TASK INSTRUCTIONS:
For every entry, reproduce the wording exactly and omit any image it holds.

DATA EXTRACT:
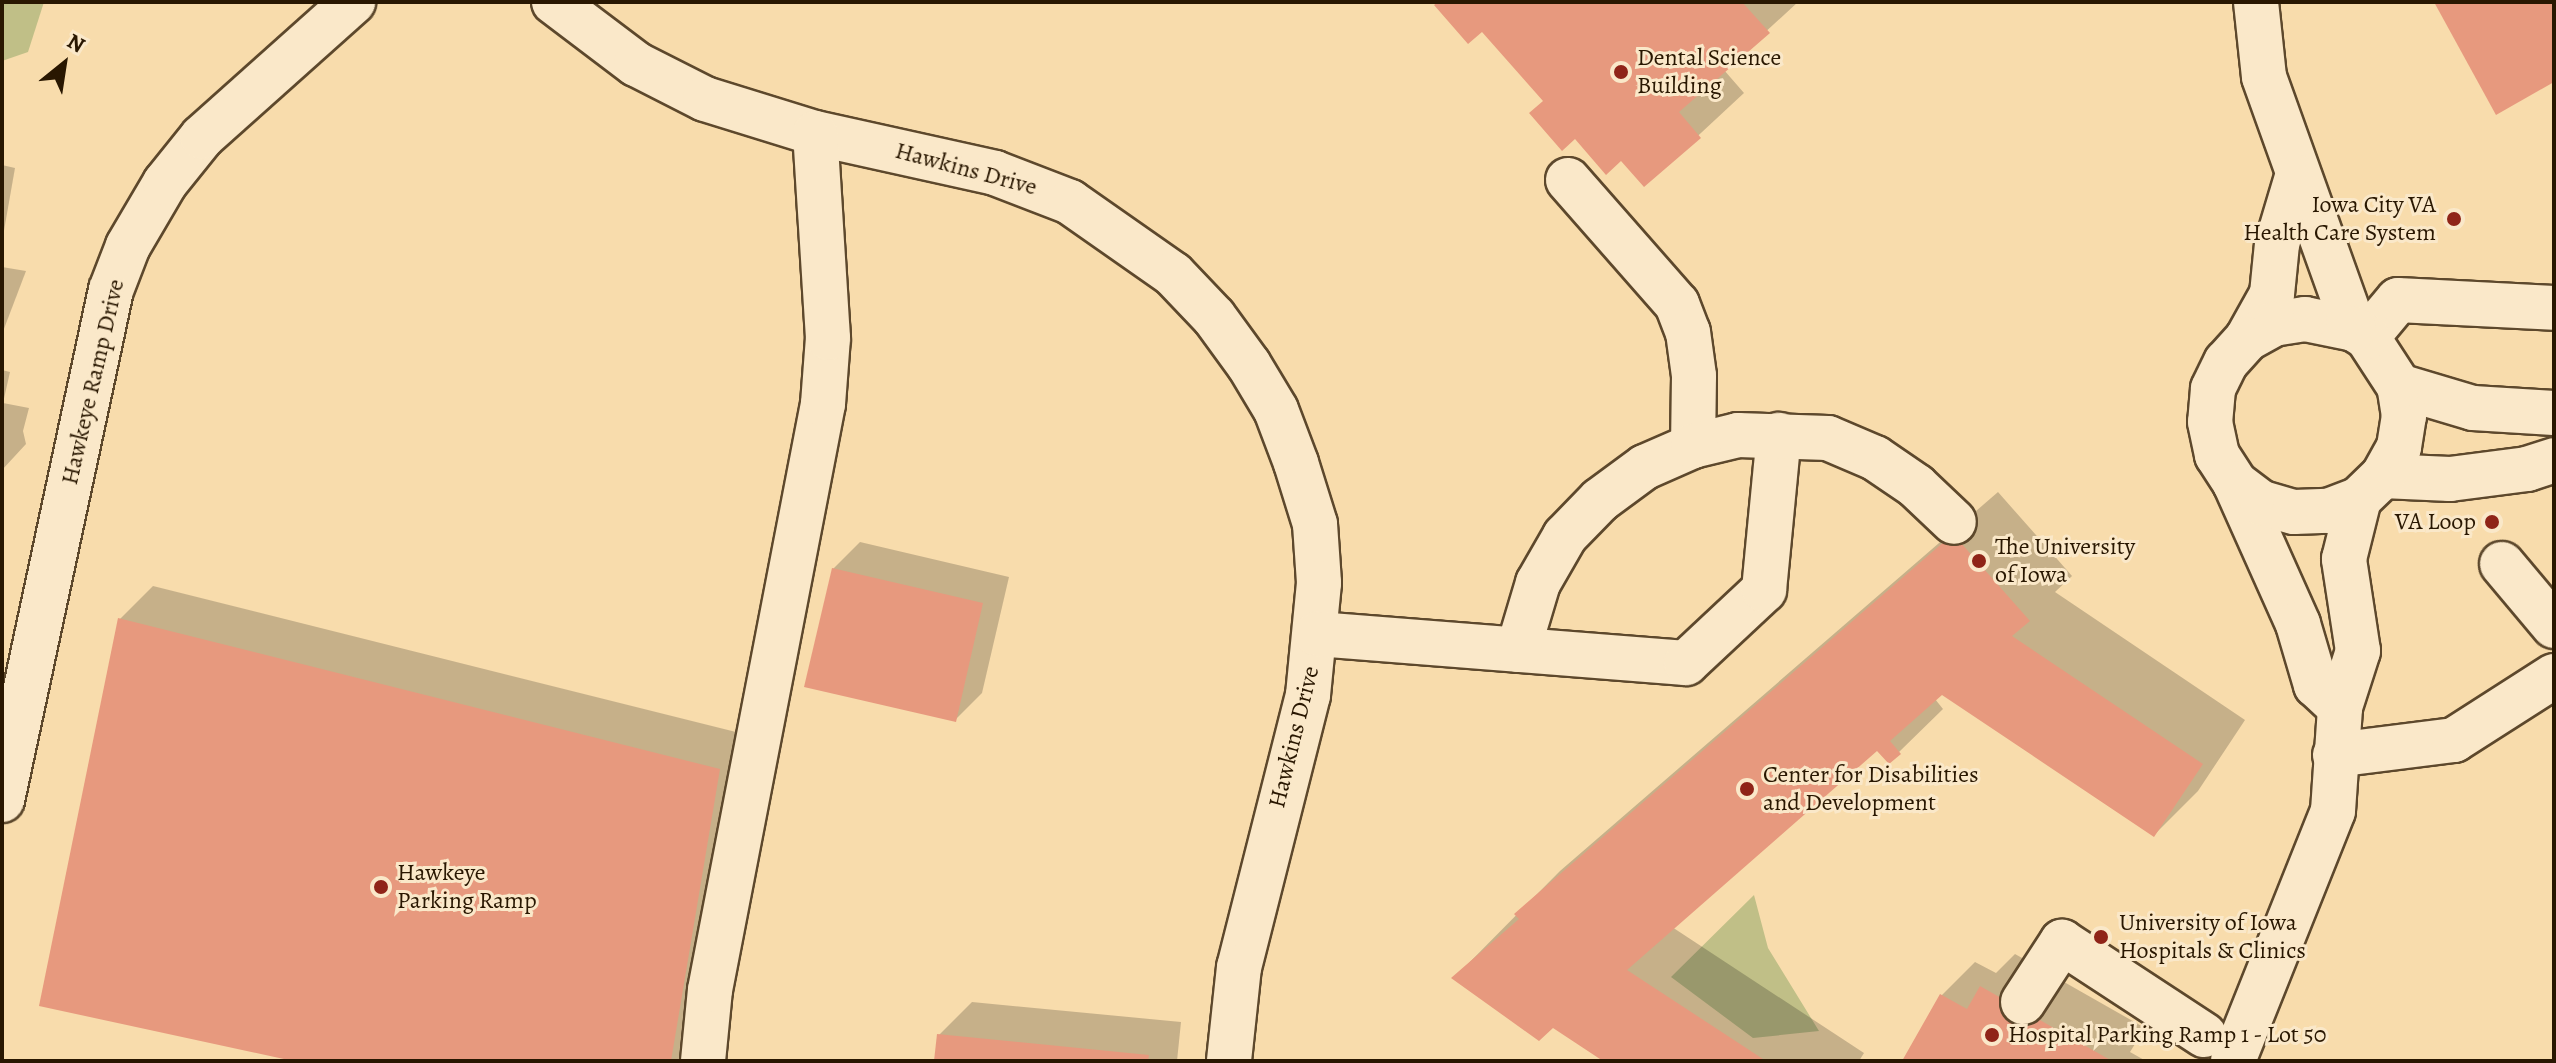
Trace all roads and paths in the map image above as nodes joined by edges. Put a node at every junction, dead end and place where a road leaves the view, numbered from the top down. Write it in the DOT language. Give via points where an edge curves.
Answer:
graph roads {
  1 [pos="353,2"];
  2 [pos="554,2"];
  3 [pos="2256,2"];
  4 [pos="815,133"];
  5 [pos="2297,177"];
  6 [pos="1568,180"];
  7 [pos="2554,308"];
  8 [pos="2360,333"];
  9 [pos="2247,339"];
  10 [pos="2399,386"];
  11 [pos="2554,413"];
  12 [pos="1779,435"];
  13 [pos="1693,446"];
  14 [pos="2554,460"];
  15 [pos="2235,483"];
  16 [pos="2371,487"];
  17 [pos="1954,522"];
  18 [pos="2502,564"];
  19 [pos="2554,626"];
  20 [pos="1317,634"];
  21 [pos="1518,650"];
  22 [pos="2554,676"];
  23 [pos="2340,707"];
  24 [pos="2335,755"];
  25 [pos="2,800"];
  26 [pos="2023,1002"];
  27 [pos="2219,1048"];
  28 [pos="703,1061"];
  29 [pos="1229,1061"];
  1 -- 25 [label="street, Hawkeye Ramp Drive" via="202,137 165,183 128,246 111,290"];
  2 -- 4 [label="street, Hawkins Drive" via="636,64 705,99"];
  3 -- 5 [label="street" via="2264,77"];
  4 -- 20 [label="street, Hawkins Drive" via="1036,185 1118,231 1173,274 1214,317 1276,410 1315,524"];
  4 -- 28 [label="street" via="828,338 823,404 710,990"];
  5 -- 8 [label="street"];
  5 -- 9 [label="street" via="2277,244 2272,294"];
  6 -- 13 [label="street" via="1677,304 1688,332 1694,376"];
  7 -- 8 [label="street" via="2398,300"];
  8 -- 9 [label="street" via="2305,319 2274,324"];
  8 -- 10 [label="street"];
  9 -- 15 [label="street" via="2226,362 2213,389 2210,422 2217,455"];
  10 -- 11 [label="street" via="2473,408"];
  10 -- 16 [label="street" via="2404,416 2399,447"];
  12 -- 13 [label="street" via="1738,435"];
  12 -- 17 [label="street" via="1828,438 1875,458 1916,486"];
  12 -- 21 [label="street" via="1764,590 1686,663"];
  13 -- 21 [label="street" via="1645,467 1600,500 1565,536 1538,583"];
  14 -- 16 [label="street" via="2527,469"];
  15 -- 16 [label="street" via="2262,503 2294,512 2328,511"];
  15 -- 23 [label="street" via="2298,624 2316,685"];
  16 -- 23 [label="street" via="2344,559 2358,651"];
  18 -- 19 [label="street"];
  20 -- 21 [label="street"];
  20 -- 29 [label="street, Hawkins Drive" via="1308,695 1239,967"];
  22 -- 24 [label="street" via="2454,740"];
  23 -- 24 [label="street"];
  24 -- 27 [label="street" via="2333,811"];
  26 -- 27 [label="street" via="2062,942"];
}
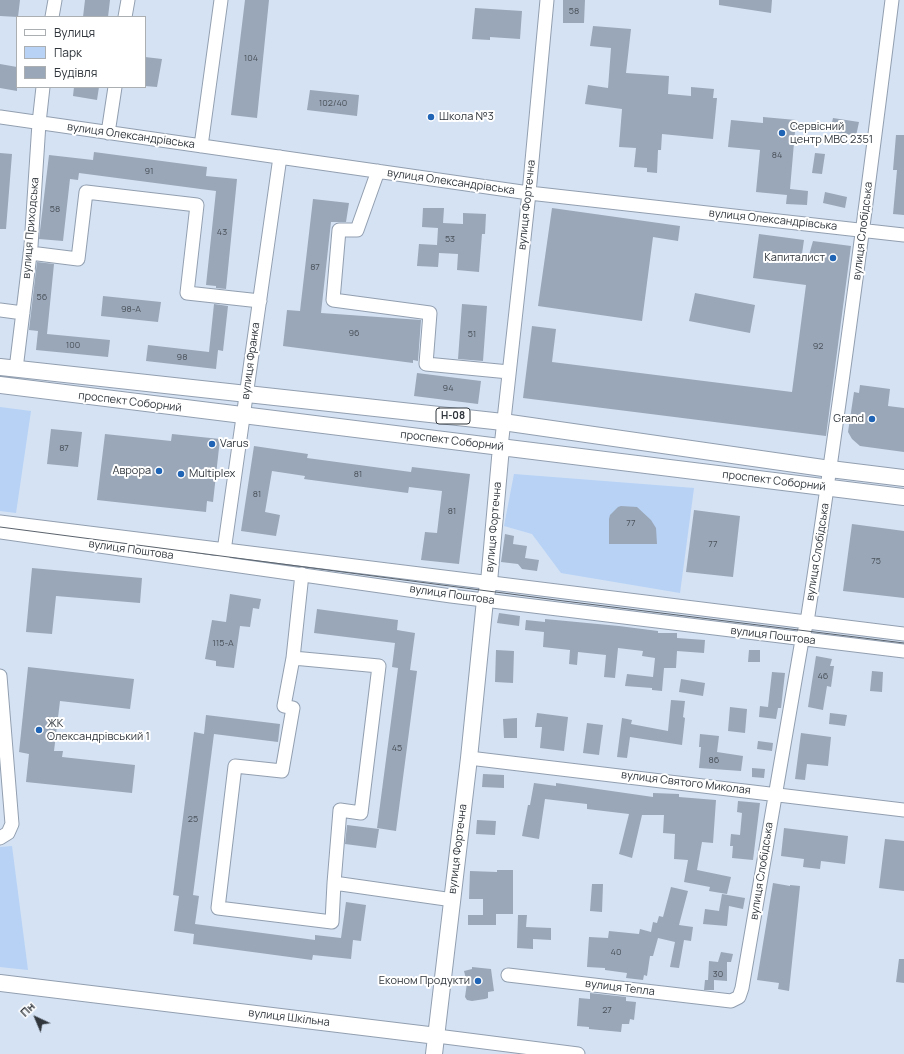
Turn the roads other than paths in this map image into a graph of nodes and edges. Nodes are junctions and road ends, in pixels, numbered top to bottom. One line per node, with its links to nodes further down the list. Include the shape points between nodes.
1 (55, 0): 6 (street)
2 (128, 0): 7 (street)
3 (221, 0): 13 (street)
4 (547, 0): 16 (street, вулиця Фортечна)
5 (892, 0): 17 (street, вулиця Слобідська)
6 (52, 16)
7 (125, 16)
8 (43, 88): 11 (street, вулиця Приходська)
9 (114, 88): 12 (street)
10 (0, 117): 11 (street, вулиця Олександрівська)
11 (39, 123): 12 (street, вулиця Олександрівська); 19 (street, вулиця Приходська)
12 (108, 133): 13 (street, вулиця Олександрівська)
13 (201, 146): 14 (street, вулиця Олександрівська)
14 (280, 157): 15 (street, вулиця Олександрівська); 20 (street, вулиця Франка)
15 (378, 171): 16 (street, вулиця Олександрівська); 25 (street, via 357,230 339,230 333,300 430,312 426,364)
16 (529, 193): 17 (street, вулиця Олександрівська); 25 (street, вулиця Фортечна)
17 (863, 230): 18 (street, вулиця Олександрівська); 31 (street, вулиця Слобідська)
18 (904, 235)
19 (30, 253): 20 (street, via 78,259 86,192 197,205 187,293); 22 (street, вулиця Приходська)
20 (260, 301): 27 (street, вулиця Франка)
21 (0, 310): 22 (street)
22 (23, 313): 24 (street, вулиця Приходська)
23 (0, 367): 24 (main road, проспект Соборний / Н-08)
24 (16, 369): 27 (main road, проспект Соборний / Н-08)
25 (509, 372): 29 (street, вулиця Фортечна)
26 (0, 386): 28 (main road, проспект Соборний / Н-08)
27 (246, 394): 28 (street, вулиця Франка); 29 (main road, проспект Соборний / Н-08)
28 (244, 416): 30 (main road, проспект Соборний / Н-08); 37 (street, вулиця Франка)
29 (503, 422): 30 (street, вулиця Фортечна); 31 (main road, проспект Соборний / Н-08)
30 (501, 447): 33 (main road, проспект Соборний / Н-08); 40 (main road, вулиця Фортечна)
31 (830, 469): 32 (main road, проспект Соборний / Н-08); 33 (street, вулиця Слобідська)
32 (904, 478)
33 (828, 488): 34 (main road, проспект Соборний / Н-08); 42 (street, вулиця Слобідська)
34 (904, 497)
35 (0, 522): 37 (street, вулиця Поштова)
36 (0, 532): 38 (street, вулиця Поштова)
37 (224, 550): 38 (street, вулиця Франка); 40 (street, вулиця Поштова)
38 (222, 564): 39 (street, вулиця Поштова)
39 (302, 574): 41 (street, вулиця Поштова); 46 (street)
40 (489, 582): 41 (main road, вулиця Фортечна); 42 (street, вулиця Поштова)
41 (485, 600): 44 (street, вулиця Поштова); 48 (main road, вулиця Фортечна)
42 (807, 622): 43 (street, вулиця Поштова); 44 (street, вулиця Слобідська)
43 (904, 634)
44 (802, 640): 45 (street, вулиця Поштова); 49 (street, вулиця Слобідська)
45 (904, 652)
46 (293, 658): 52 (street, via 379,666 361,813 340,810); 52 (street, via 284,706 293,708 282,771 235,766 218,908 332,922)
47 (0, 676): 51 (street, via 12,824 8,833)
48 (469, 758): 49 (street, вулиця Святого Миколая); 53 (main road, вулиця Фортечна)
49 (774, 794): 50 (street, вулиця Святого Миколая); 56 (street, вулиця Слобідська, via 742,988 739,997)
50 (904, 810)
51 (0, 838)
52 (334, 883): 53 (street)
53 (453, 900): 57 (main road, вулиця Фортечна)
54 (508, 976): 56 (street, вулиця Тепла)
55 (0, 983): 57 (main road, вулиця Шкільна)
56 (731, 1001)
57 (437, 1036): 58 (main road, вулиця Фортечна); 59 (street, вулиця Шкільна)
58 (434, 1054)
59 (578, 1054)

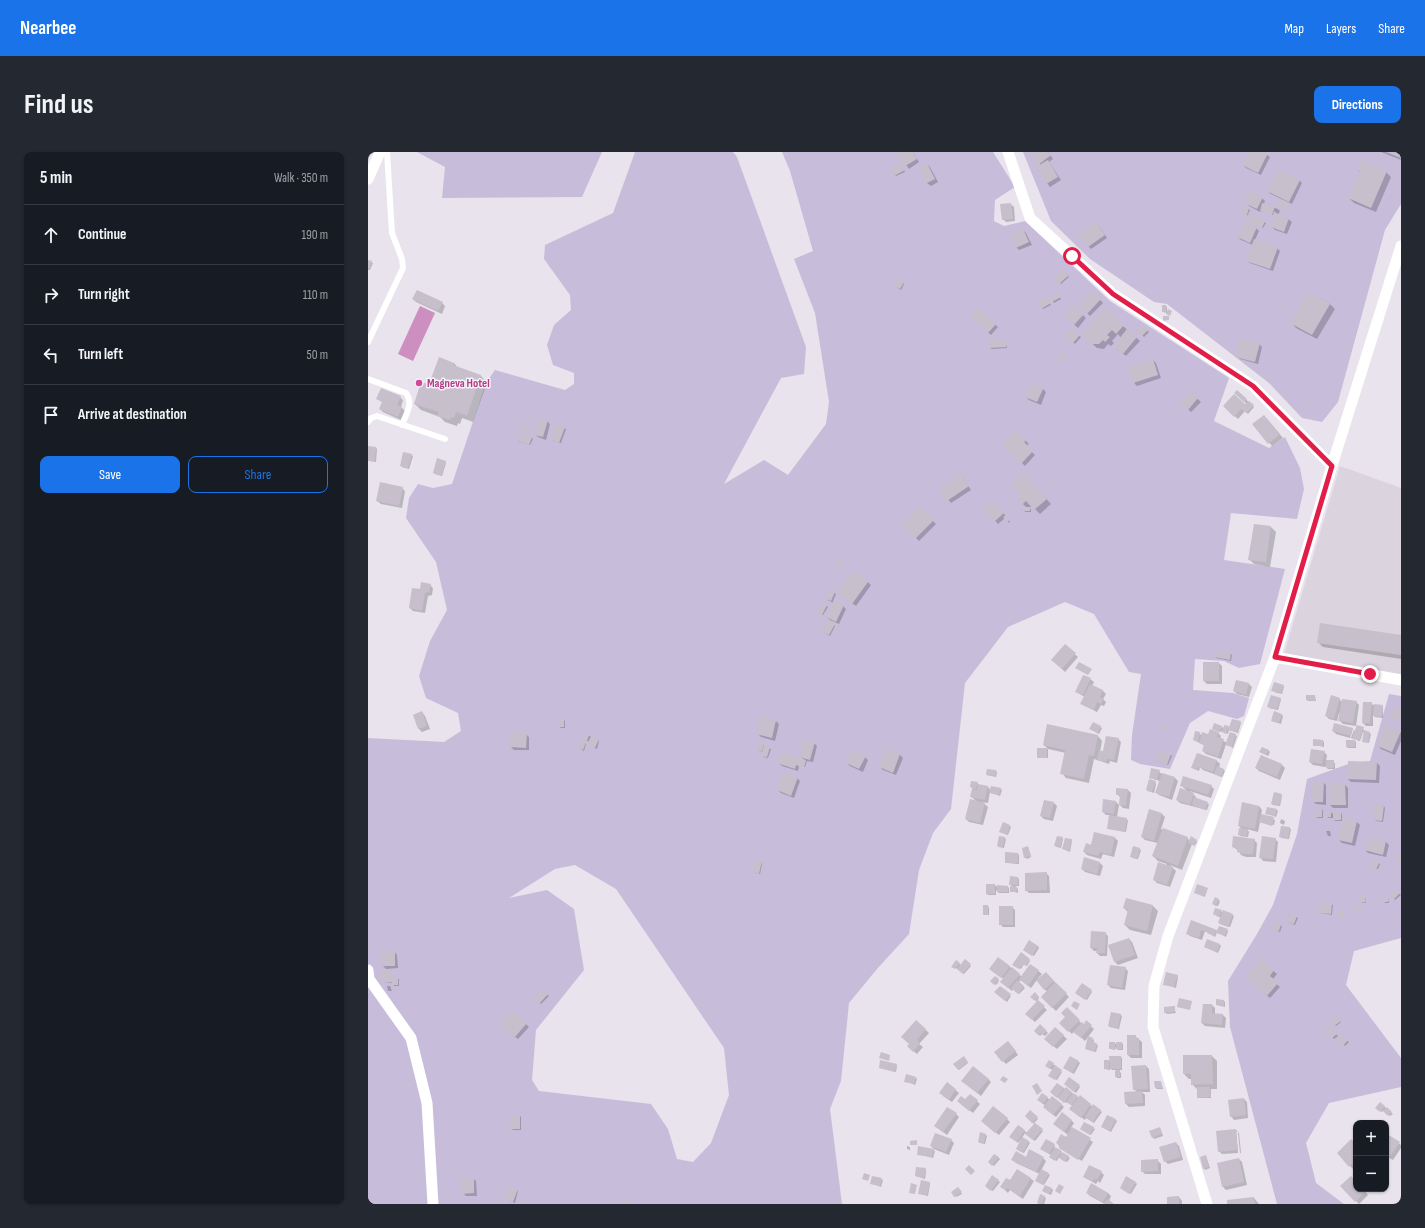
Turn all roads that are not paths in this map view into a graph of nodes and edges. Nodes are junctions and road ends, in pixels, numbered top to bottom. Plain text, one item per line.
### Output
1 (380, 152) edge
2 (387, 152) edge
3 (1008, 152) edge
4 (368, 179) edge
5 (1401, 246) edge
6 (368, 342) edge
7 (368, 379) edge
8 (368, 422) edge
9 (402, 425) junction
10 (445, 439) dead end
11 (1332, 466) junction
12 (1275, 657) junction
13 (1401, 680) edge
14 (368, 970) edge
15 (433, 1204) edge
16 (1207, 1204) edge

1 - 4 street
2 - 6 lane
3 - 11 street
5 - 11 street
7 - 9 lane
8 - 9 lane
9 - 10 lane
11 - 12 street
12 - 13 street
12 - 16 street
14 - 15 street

OUTPUT OF THE EXERCISE:
Trace all roads and paths in the map image above as nodes joined by edges. Put a node at every junction, dead end and place where a road leaves the view, numbered from the top down. Write it in the DOT language. Give via points where an edge curves.
Answer:
graph roads {
  1 [pos="353,2"];
  2 [pos="554,2"];
  3 [pos="2256,2"];
  4 [pos="815,133"];
  5 [pos="2297,177"];
  6 [pos="1568,180"];
  7 [pos="2554,308"];
  8 [pos="2360,333"];
  9 [pos="2247,339"];
  10 [pos="2399,386"];
  11 [pos="2554,413"];
  12 [pos="1779,435"];
  13 [pos="1693,446"];
  14 [pos="2554,460"];
  15 [pos="2235,483"];
  16 [pos="2371,487"];
  17 [pos="1954,522"];
  18 [pos="2502,564"];
  19 [pos="2554,626"];
  20 [pos="1317,634"];
  21 [pos="1518,650"];
  22 [pos="2554,676"];
  23 [pos="2340,707"];
  24 [pos="2335,755"];
  25 [pos="2,800"];
  26 [pos="2023,1002"];
  27 [pos="2219,1048"];
  28 [pos="703,1061"];
  29 [pos="1229,1061"];
  1 -- 25 [label="street, Hawkeye Ramp Drive" via="202,137 165,183 128,246 111,290"];
  2 -- 4 [label="street, Hawkins Drive" via="636,64 705,99"];
  3 -- 5 [label="street" via="2264,77"];
  4 -- 20 [label="street, Hawkins Drive" via="1036,185 1118,231 1173,274 1214,317 1276,410 1315,524"];
  4 -- 28 [label="street" via="828,338 823,404 710,990"];
  5 -- 8 [label="street"];
  5 -- 9 [label="street" via="2277,244 2272,294"];
  6 -- 13 [label="street" via="1677,304 1688,332 1694,376"];
  7 -- 8 [label="street" via="2398,300"];
  8 -- 9 [label="street" via="2305,319 2274,324"];
  8 -- 10 [label="street"];
  9 -- 15 [label="street" via="2226,362 2213,389 2210,422 2217,455"];
  10 -- 11 [label="street" via="2473,408"];
  10 -- 16 [label="street" via="2404,416 2399,447"];
  12 -- 13 [label="street" via="1738,435"];
  12 -- 17 [label="street" via="1828,438 1875,458 1916,486"];
  12 -- 21 [label="street" via="1764,590 1686,663"];
  13 -- 21 [label="street" via="1645,467 1600,500 1565,536 1538,583"];
  14 -- 16 [label="street" via="2527,469"];
  15 -- 16 [label="street" via="2262,503 2294,512 2328,511"];
  15 -- 23 [label="street" via="2298,624 2316,685"];
  16 -- 23 [label="street" via="2344,559 2358,651"];
  18 -- 19 [label="street"];
  20 -- 21 [label="street"];
  20 -- 29 [label="street, Hawkins Drive" via="1308,695 1239,967"];
  22 -- 24 [label="street" via="2454,740"];
  23 -- 24 [label="street"];
  24 -- 27 [label="street" via="2333,811"];
  26 -- 27 [label="street" via="2062,942"];
}
Turn the roads other than paths in this map image into a graph of nodes and edges. Nodes are junctions and road ends, in pixels, numbered top to bottom. One line per node, with its links to nodes further down the list. Include the shape points between nodes.
1 (55, 0): 6 (street)
2 (128, 0): 7 (street)
3 (221, 0): 13 (street)
4 (547, 0): 16 (street, вулиця Фортечна)
5 (892, 0): 17 (street, вулиця Слобідська)
6 (52, 16)
7 (125, 16)
8 (43, 88): 11 (street, вулиця Приходська)
9 (114, 88): 12 (street)
10 (0, 117): 11 (street, вулиця Олександрівська)
11 (39, 123): 12 (street, вулиця Олександрівська); 19 (street, вулиця Приходська)
12 (108, 133): 13 (street, вулиця Олександрівська)
13 (201, 146): 14 (street, вулиця Олександрівська)
14 (280, 157): 15 (street, вулиця Олександрівська); 20 (street, вулиця Франка)
15 (378, 171): 16 (street, вулиця Олександрівська); 25 (street, via 357,230 339,230 333,300 430,312 426,364)
16 (529, 193): 17 (street, вулиця Олександрівська); 25 (street, вулиця Фортечна)
17 (863, 230): 18 (street, вулиця Олександрівська); 31 (street, вулиця Слобідська)
18 (904, 235)
19 (30, 253): 20 (street, via 78,259 86,192 197,205 187,293); 22 (street, вулиця Приходська)
20 (260, 301): 27 (street, вулиця Франка)
21 (0, 310): 22 (street)
22 (23, 313): 24 (street, вулиця Приходська)
23 (0, 367): 24 (main road, проспект Соборний / Н-08)
24 (16, 369): 27 (main road, проспект Соборний / Н-08)
25 (509, 372): 29 (street, вулиця Фортечна)
26 (0, 386): 28 (main road, проспект Соборний / Н-08)
27 (246, 394): 28 (street, вулиця Франка); 29 (main road, проспект Соборний / Н-08)
28 (244, 416): 30 (main road, проспект Соборний / Н-08); 37 (street, вулиця Франка)
29 (503, 422): 30 (street, вулиця Фортечна); 31 (main road, проспект Соборний / Н-08)
30 (501, 447): 33 (main road, проспект Соборний / Н-08); 40 (main road, вулиця Фортечна)
31 (830, 469): 32 (main road, проспект Соборний / Н-08); 33 (street, вулиця Слобідська)
32 (904, 478)
33 (828, 488): 34 (main road, проспект Соборний / Н-08); 42 (street, вулиця Слобідська)
34 (904, 497)
35 (0, 522): 37 (street, вулиця Поштова)
36 (0, 532): 38 (street, вулиця Поштова)
37 (224, 550): 38 (street, вулиця Франка); 40 (street, вулиця Поштова)
38 (222, 564): 39 (street, вулиця Поштова)
39 (302, 574): 41 (street, вулиця Поштова); 46 (street)
40 (489, 582): 41 (main road, вулиця Фортечна); 42 (street, вулиця Поштова)
41 (485, 600): 44 (street, вулиця Поштова); 48 (main road, вулиця Фортечна)
42 (807, 622): 43 (street, вулиця Поштова); 44 (street, вулиця Слобідська)
43 (904, 634)
44 (802, 640): 45 (street, вулиця Поштова); 49 (street, вулиця Слобідська)
45 (904, 652)
46 (293, 658): 52 (street, via 379,666 361,813 340,810); 52 (street, via 284,706 293,708 282,771 235,766 218,908 332,922)
47 (0, 676): 51 (street, via 12,824 8,833)
48 (469, 758): 49 (street, вулиця Святого Миколая); 53 (main road, вулиця Фортечна)
49 (774, 794): 50 (street, вулиця Святого Миколая); 56 (street, вулиця Слобідська, via 742,988 739,997)
50 (904, 810)
51 (0, 838)
52 (334, 883): 53 (street)
53 (453, 900): 57 (main road, вулиця Фортечна)
54 (508, 976): 56 (street, вулиця Тепла)
55 (0, 983): 57 (main road, вулиця Шкільна)
56 (731, 1001)
57 (437, 1036): 58 (main road, вулиця Фортечна); 59 (street, вулиця Шкільна)
58 (434, 1054)
59 (578, 1054)

Turn all roads that are not paths in this map view into a graph of nodes and edges. Nodes are junctions and road ends, in pixels, numbered top to bottom. Plain text, one item per line.
### Output
1 (380, 152) edge
2 (387, 152) edge
3 (1008, 152) edge
4 (368, 179) edge
5 (1401, 246) edge
6 (368, 342) edge
7 (368, 379) edge
8 (368, 422) edge
9 (402, 425) junction
10 (445, 439) dead end
11 (1332, 466) junction
12 (1275, 657) junction
13 (1401, 680) edge
14 (368, 970) edge
15 (433, 1204) edge
16 (1207, 1204) edge

1 - 4 street
2 - 6 lane
3 - 11 street
5 - 11 street
7 - 9 lane
8 - 9 lane
9 - 10 lane
11 - 12 street
12 - 13 street
12 - 16 street
14 - 15 street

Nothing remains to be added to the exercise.